### Aim of the task
Scan the records below and report how many lines contain the word "each", giving the number by itself.

### Data in this exercise
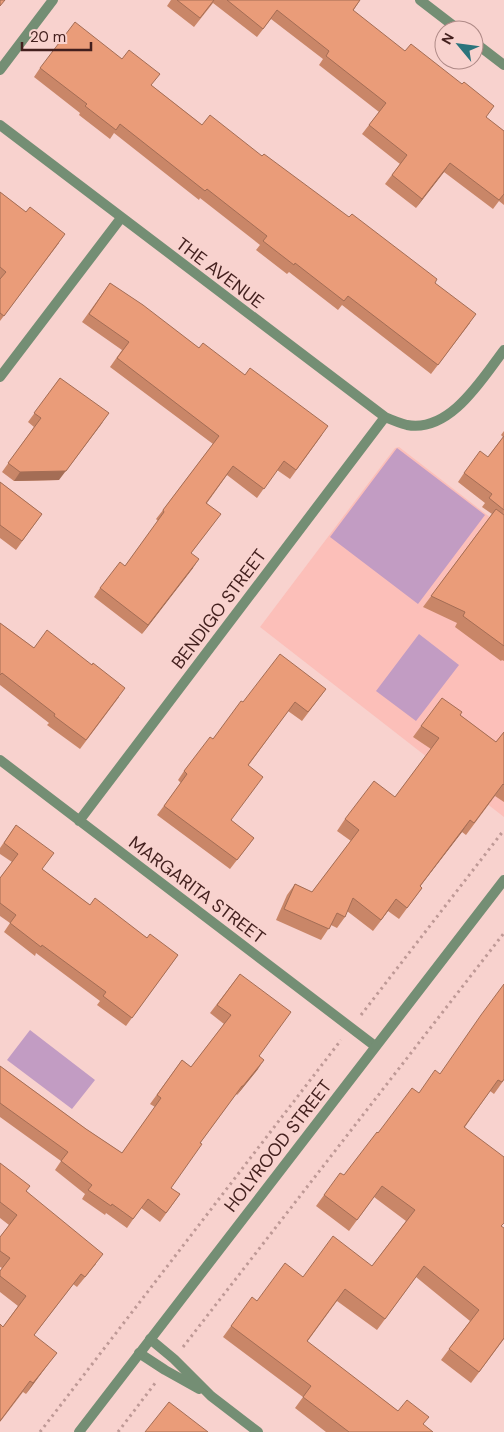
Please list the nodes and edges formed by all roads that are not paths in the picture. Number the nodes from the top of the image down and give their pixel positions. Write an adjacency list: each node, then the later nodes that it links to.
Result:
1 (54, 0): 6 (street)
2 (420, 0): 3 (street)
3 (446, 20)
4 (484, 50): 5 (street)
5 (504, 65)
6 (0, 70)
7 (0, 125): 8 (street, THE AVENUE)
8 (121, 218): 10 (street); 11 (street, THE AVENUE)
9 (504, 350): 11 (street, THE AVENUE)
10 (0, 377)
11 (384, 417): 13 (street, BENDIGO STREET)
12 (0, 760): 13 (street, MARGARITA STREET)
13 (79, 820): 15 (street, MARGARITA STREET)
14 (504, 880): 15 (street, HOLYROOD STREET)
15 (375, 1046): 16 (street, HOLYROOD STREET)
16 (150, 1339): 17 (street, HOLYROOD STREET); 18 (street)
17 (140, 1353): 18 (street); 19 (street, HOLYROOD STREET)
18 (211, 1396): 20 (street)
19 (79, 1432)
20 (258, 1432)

* * *

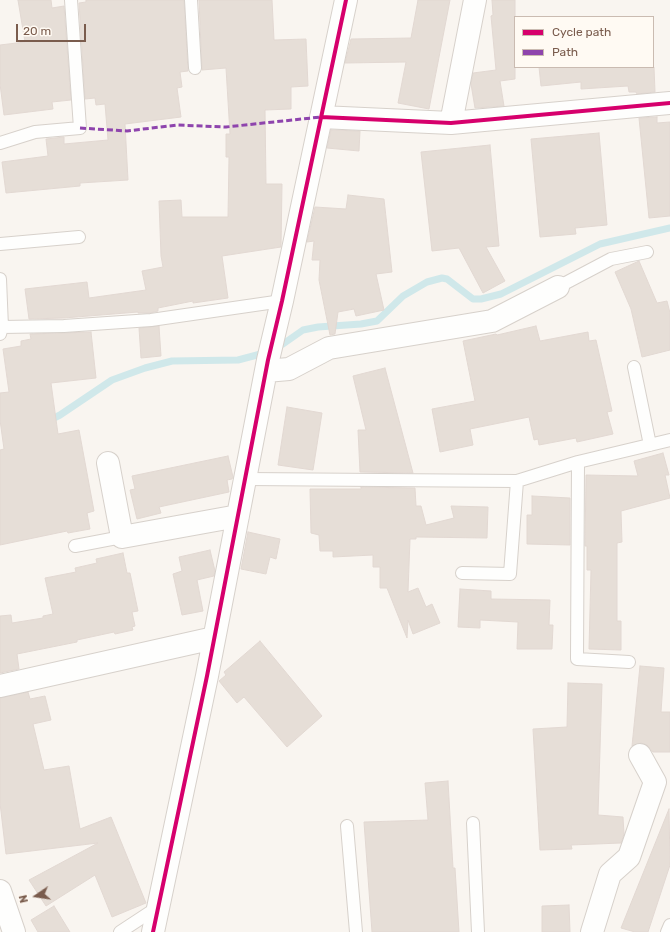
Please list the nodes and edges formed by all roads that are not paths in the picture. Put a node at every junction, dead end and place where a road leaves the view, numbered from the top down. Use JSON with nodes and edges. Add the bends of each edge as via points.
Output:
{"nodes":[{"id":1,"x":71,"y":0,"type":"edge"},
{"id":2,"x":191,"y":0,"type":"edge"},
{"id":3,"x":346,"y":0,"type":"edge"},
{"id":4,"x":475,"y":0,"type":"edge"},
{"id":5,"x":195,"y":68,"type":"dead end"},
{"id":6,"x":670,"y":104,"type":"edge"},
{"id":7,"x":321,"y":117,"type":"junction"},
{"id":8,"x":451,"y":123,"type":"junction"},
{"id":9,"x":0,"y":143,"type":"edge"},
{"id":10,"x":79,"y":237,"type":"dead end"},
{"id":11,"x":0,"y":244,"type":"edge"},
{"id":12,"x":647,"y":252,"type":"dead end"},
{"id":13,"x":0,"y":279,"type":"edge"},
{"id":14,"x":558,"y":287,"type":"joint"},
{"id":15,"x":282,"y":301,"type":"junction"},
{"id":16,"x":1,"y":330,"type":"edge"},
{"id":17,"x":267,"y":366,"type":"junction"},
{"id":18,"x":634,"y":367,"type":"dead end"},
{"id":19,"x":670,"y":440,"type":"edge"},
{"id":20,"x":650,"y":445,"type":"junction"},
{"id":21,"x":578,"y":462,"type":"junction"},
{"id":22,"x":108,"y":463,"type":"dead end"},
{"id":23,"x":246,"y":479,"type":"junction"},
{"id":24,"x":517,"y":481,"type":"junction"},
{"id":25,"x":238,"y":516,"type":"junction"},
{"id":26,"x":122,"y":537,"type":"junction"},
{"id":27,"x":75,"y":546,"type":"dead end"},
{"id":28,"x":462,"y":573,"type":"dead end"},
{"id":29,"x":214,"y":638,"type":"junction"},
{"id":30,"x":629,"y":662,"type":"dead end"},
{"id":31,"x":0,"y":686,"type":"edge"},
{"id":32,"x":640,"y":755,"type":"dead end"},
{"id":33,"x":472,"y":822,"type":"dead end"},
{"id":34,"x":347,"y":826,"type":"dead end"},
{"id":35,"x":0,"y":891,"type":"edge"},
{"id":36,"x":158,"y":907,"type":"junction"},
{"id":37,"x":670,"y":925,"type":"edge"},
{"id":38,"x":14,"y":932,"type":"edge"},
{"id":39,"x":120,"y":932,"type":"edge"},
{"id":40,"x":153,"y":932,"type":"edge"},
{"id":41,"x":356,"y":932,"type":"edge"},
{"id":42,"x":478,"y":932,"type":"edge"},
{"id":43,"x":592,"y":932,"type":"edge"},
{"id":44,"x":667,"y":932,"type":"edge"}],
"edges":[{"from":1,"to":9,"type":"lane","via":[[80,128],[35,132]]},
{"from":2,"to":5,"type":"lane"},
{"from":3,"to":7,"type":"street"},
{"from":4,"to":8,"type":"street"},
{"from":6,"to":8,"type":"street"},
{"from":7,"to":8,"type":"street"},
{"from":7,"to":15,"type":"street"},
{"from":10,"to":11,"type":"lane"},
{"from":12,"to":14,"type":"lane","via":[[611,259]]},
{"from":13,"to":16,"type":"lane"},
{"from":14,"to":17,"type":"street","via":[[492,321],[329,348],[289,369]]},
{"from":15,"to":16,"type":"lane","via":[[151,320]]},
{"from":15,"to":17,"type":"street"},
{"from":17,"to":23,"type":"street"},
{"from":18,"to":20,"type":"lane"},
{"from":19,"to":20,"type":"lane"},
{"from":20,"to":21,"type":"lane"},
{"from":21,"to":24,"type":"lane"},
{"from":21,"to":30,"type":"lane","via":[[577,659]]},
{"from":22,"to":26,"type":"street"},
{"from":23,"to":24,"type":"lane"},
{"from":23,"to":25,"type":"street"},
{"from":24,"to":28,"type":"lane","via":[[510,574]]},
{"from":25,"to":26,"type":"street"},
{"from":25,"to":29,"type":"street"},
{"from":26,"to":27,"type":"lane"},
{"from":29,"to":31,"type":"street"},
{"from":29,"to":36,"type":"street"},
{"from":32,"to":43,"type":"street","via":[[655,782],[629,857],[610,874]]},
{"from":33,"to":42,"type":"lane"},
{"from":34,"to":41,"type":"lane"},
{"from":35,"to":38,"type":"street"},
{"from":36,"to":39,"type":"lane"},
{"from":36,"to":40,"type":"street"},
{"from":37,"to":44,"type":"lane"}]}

### Result of this exercise
2